One aspect I’d also like to highlight is that von Couvering also indicated (and later confirmed upon my request) that the quality of search engines (or the size of the index) correlated with the expected advertising revenues. Thus if courts restrict their abilities to create advertising revenues (“not worth while“) this would (taking into account all the costs SE have to run their business) effectively have a negative effect on the quality of search results.

All in all I’d like to agree with von Couvering but as I am convinced that people just ain’t no good I wonder if self-binding ethical standards are able to improve the whole situation. Unfortunately at the same time I don’t think laws will do either… (I know this is a depressing thought, but what about this ‘Code‘ that is supposed to solve all the problems of the web?)


Matteo Pasquinelli spoke about the Surplus and the Immaterial: Political Notes on the ‘Industrial Revolution of Data’ and referred for most of his presentation to an article from the Economist. I think I didn’t really get the point of his presentation. I agree with the assumption that the mass of data created is steadily increasing and that it eventually might exceed the storage and computing capabilities. Pasquinelli however ended up kind of referring to the big service providers (Google, Facebook, etc. ) as “capitalists” (or “the new landlords“) who allow indigent users to use (live inside) their services. In return for the right to use these services the users generate data/information/content which the landlord later owns for his own good.

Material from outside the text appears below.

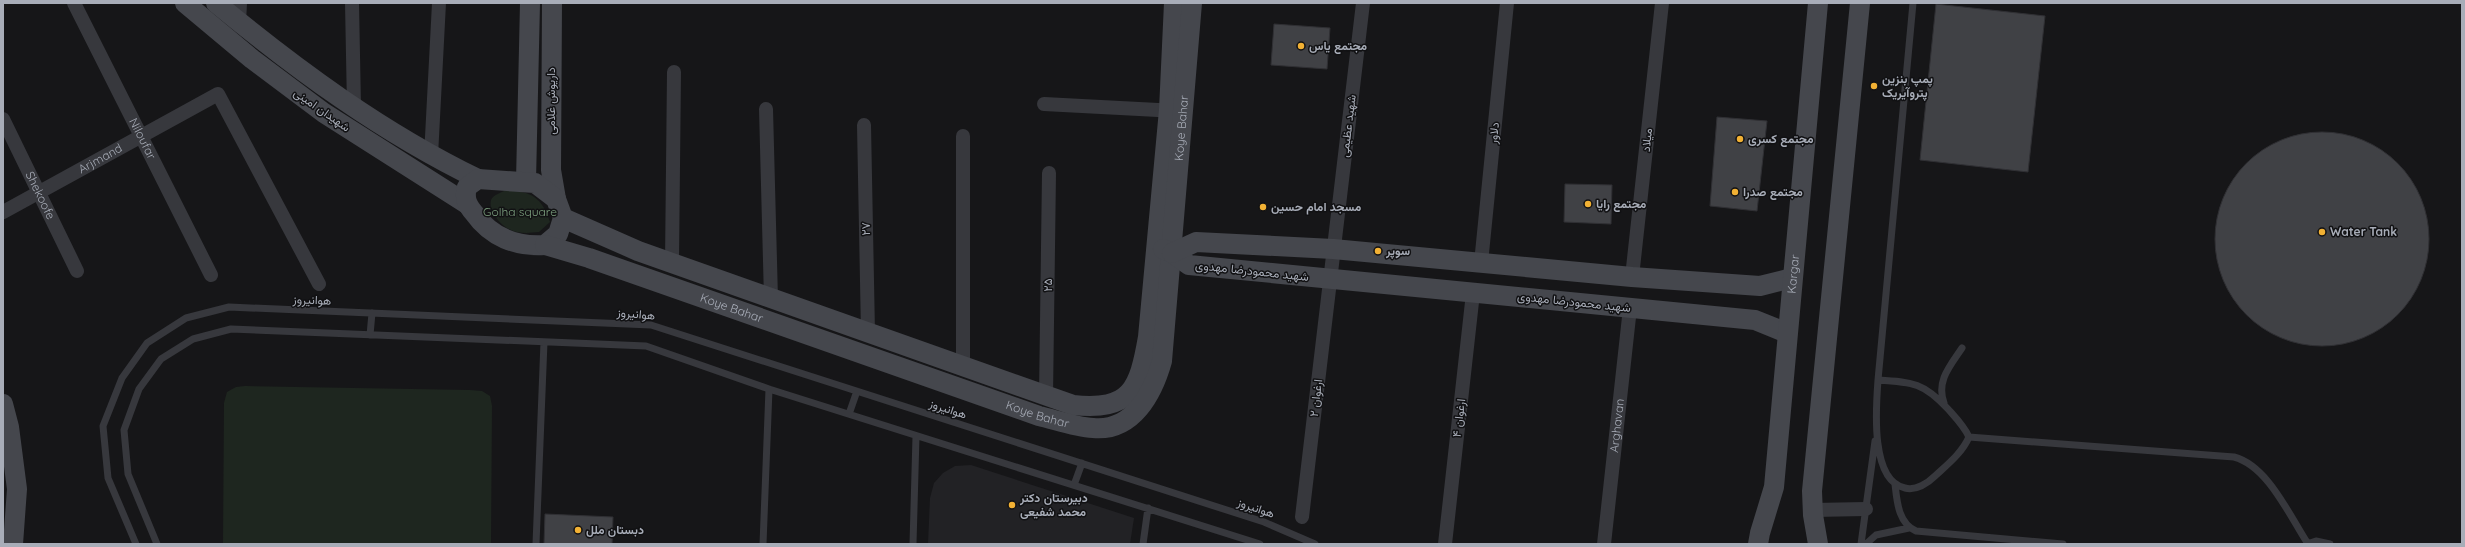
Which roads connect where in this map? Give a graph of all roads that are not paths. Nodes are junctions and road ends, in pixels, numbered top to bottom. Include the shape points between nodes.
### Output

Although I have to admit that the idea is very interesting I think Pasquinelli effectively failed to explain his theory in a bit more detail or to consider the fact that users are not (yet) dependent on these services but use them to creates extra joy in their lives and that thus the comparison with the poor worker (who is forced to live in the landlord’s house as a shelter) is a bit far-fetched and thus not fully convincing.


dr mc schraefel gave a stunning talk about Building Knowledge: What’s Beyond Keyword Search? and even being aware of the arrogant tone of this statement, I have to admit that her presentation was the first in quite some time that left me speechless as not only the content of her presentation was anything but brilliant but at the same time her slides were clear, appealing and I’d almost go as far as saying that they had an artistic touch… (I reckon pretty much everything done on a Mac looks great, right? If you’re curious by now, you can find most of the ideas of her presentation also on her blog.)

Her (jumpy, active and highly enthusiastic) presenting style pretty much reminded me of Burkard Schafer who used this style to teach (or at least tried to teach) his sleep deprived master students some basic principles of AI.

Trying to sum up all the aspects Schraefel mentioned (apart from the geek health tips, see the picture above) one point was that data wants and should be free as only free data will enable serendipity (unexpected) discoveries. Another point that caught my attention was the remark that in the future everything will be visible an that it makes no sense drafting laws to prevent this inevitably things from happening but instead the relevant institutions should focus on modifying existing or creating new norms that will penalize the abuse of data.


Dr. Karl H. Müller in his remarkable talk (From a Tiny Island of Survey Data to the Ocean of Transactional Data) critically questioned the quality of survey data and graphical representations thereof.

Although everybody in the room, already before his talk, would have agreed with the statement that none should believe any study he/she hasn’t falsified him/herself, Müller provided the audience with alerting examples on how questionable the quality of survey data can be. E.g. he provided an example where a question about the personal general life-happiness of the survey participant accidentally got used twice in a questionnaire and surprisingly led to the result that the person’s perception of her/his general happiness significantly changed within twenty minutes.

Finally there are three remarks I’d like to make:

1: Great location. I had already passed the Hotel Imperial Riding School Vienna in Vienna a couple of time but I’ve never found my way in. So everybody expecting geeky IT-researchers conspiring in nerdy computer lab facilities would be baffled finding the conference to take place in the luxurious halls of the hotel. Not to mention the buffet…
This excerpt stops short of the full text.